Certes, on peut sourire de certains détails, et cette description peut sembler empreinte de fatuité ; mais on aura quelque indulgence en se souvenant que ces lignes étaient écrites pour ainsi dire sous le couperet, derrière les murs d’une prison, par une personne dont l’époux et tous les amis étaient proscrits, et qui aimait à se consoler d’un présent tragique par les souvenirs du passé.

Riouffe, dans ses Mémoires d’un détenu, trace ainsi le portrait de Mme Roland au moment où elle fut amenée à la Conciergerie ; « … Sans être à la fleur de son âge, elle était encore pleine d’agréments ; elle était grande et d’une taille élégante. Sa physionomie était très-spirituelle ; mais les malheurs et une longue détention avaient laissé sur son visage des traces d’une mélancolie qui tempérait sa vivacité naturelle. Elle avait l’âme républicaine dans un corps pétri de grâce et façonné par une certaine politesse de cour. Quelque chose de plus que ce qui se trouve ordinairement dans les yeux des femmes se peignait dans ses grands yeux noirs pleins d’expression et de douceur. »

Voici maintenant le portrait esquissé par le comte Beuguot, qui vit également Mme Roland à la Conciergerie :

« Mme Roland était âgée de trente-cinq à quarante ans. Elle avait la figure, non pas régulièrement belle, mais très-agréable ; de beaux cheveux blonds, les yeux bleus et bien ouverts. Sa taille se dessinait avec grâce et elle avait la main parfaitement faite. Son regard était expressif, et, même dans le repos, sa figure avait quelque chose de noble et d’insinuant. Elle n’avait pas besoin de parler pour qu’on lui soupçonnât de l’esprit. Mais aucune femme ne parlait avec plus de pureté, de grâce et d’élégance. Elle avait dû à l’habitude de la langue italienne le talent de donner à la langue française un rhythme, une cadence véritablement neuve. Elle relevait alors l’harmonie de sa voix par des gestes pleins de noblesse et de vérité, par l’expression de ses yeux, qui s’animaient avec le discours, et j’éprouvais chaque jour un charme nouveau à l’entendre, moins par ce qu’elle disait que par la magie de son débit. Elle réunissait à ces dons déjà si rares beaucoup d’esprit naturel, des connaissances étendues en littérature et en économie politique. C’est ainsi que j’ai vu Mme-Roland, et j’avouerai que je la voyais avec une prévention défavorable. »

La seule observation que nous ferons ici, c’est que, pour un détail, les souvenirs de Beugnot sont en défaut.
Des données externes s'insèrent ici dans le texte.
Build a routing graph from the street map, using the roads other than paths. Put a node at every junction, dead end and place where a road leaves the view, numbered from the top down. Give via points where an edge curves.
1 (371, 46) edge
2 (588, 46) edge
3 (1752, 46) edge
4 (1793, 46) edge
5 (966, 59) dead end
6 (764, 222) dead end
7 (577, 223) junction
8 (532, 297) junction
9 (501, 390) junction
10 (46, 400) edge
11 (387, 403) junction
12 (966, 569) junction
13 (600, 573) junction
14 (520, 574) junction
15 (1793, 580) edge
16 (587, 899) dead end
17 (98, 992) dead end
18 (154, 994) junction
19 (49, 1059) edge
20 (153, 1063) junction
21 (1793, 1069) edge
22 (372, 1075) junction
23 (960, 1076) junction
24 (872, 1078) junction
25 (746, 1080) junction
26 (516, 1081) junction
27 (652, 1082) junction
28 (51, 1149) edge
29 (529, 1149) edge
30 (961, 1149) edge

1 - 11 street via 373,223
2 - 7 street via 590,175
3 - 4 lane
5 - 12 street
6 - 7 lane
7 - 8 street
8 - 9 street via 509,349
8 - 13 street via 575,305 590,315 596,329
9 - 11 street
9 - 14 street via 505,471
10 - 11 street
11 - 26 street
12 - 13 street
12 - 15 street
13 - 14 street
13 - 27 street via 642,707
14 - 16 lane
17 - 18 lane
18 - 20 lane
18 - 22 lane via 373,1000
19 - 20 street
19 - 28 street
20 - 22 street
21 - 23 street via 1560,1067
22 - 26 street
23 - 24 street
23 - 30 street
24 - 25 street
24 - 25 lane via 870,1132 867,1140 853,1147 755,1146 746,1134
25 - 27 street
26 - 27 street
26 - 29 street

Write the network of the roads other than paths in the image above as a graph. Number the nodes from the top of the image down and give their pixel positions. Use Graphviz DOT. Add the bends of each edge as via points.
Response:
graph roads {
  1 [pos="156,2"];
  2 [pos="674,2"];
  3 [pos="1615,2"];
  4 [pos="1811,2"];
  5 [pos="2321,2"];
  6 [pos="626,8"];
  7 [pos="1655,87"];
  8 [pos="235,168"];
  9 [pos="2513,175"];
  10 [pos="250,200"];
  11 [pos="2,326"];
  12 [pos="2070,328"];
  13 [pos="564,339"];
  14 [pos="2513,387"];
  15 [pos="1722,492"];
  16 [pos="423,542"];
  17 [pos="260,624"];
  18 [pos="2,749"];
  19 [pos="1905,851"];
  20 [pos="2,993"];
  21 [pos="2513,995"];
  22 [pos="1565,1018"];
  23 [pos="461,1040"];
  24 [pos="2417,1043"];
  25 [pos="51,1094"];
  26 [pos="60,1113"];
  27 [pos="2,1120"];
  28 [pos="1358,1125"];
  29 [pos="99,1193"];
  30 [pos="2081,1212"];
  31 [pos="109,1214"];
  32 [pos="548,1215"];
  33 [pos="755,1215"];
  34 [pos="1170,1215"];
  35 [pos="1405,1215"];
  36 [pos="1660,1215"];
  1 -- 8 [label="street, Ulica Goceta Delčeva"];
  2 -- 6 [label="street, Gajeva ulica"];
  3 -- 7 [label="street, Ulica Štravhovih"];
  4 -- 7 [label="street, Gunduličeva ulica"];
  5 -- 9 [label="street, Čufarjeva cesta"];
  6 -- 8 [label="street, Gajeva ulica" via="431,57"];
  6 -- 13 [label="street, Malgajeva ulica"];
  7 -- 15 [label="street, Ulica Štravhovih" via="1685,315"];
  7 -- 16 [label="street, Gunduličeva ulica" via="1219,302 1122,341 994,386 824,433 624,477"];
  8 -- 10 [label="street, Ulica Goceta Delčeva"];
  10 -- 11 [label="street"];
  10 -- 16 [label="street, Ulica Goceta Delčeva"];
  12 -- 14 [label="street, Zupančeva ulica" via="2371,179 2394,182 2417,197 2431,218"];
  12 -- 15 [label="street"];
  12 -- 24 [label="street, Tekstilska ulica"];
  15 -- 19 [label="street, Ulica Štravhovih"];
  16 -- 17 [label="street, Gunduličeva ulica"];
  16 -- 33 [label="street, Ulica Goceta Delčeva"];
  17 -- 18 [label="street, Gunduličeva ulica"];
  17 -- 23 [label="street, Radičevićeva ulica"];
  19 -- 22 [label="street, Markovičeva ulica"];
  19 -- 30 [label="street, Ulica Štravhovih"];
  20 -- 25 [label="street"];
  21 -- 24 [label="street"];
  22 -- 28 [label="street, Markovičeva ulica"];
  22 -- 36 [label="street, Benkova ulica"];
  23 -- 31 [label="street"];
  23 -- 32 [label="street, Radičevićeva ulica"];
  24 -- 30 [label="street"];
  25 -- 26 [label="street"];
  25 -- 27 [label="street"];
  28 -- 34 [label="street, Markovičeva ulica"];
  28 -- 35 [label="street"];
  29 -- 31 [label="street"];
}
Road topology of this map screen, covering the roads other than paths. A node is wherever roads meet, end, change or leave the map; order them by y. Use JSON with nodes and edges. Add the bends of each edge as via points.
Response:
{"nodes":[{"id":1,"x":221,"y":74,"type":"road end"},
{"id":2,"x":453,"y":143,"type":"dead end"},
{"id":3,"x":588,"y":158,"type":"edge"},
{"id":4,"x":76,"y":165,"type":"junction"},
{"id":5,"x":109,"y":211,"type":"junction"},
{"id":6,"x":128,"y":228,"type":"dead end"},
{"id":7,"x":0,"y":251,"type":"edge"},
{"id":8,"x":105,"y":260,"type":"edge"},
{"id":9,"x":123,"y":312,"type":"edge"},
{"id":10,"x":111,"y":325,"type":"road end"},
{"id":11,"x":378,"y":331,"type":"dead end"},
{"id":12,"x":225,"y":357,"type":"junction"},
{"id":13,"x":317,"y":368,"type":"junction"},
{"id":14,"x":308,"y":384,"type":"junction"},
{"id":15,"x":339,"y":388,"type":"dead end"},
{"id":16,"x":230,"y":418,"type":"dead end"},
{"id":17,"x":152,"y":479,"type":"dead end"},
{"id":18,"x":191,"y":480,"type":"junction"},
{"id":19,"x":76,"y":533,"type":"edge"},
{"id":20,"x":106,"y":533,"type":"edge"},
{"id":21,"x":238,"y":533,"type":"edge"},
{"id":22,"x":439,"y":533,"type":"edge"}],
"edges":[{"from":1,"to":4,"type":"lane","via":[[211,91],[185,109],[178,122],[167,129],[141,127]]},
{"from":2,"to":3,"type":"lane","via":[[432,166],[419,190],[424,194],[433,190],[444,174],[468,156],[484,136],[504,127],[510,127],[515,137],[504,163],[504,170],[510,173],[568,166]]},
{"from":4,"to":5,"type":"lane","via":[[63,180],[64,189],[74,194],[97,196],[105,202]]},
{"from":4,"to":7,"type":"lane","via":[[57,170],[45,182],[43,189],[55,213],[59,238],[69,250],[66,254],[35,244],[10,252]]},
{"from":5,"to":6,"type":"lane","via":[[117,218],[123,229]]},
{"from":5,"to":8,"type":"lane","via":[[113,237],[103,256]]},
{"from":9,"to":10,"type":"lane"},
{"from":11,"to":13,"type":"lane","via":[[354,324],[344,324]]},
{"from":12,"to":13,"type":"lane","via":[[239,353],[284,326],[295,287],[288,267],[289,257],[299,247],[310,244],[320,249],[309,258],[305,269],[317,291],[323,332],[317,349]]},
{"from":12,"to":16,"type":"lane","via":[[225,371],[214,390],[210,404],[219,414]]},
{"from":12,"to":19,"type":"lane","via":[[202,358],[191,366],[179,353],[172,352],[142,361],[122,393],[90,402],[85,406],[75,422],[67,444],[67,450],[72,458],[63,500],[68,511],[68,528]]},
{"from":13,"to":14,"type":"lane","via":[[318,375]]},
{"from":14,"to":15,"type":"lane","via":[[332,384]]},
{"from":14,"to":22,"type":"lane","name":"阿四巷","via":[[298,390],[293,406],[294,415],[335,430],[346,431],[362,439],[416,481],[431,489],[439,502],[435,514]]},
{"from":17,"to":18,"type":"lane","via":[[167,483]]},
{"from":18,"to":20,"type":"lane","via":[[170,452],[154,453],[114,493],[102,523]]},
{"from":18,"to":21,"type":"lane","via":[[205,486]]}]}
Mme Roland n’avait pas les cheveux blonds, mais bruns, ni les yeux bleus, mais d’un gris châtain, comme elle le dit elle-même.

Enfin Lemontey, qui était de Lyon et qui y avait vu souvent Mme Roland avant la Révolution, l’a peinte ainsi, avec une finesse un peu maniérée :

« J’ai vu quelquefois Mme Roland avant 1789. Ses yeux, sa tête et sa chevelure étaient d’une beauté remarquable. Son teint délicat avait une fraîcheur et un coloris qui, joints à son air de réserve et de candeur, la rajeunissaient singulièrement. Je ne lui trouvai point l’élégance aisée d’une Parisienne qu’elle s’attribue dans ses Mémoires ; je ne veux point dire qu’elle eût de la gaucherie, parce que ce qui est simple et naturel ne saurait manquer de grâce. Je me souviens que, la première fois que je la vis, elle réalisa l’idée que je m’étais faite de la petite fille de Vevay qui a tourné tant de têtes, de la Julie de J.-J. Rousseau, et, quand je l’entendis, l’illusion fut encore plus complète. Mme Roland parlait bien, trop bien. L’amour-propre aurait bien voulu trouver de l’apprêt dans ce qu’elle disait ; mais il n’y avait pas moyen : c’était simplement une nature trop parfaite. Esprit, bon sens, propriété d’expression, raison piquante, grâce naïve, tout cela coulait sans étude entre des dents d’ivoire et des lèvres rosées : force était de s’y résigner. »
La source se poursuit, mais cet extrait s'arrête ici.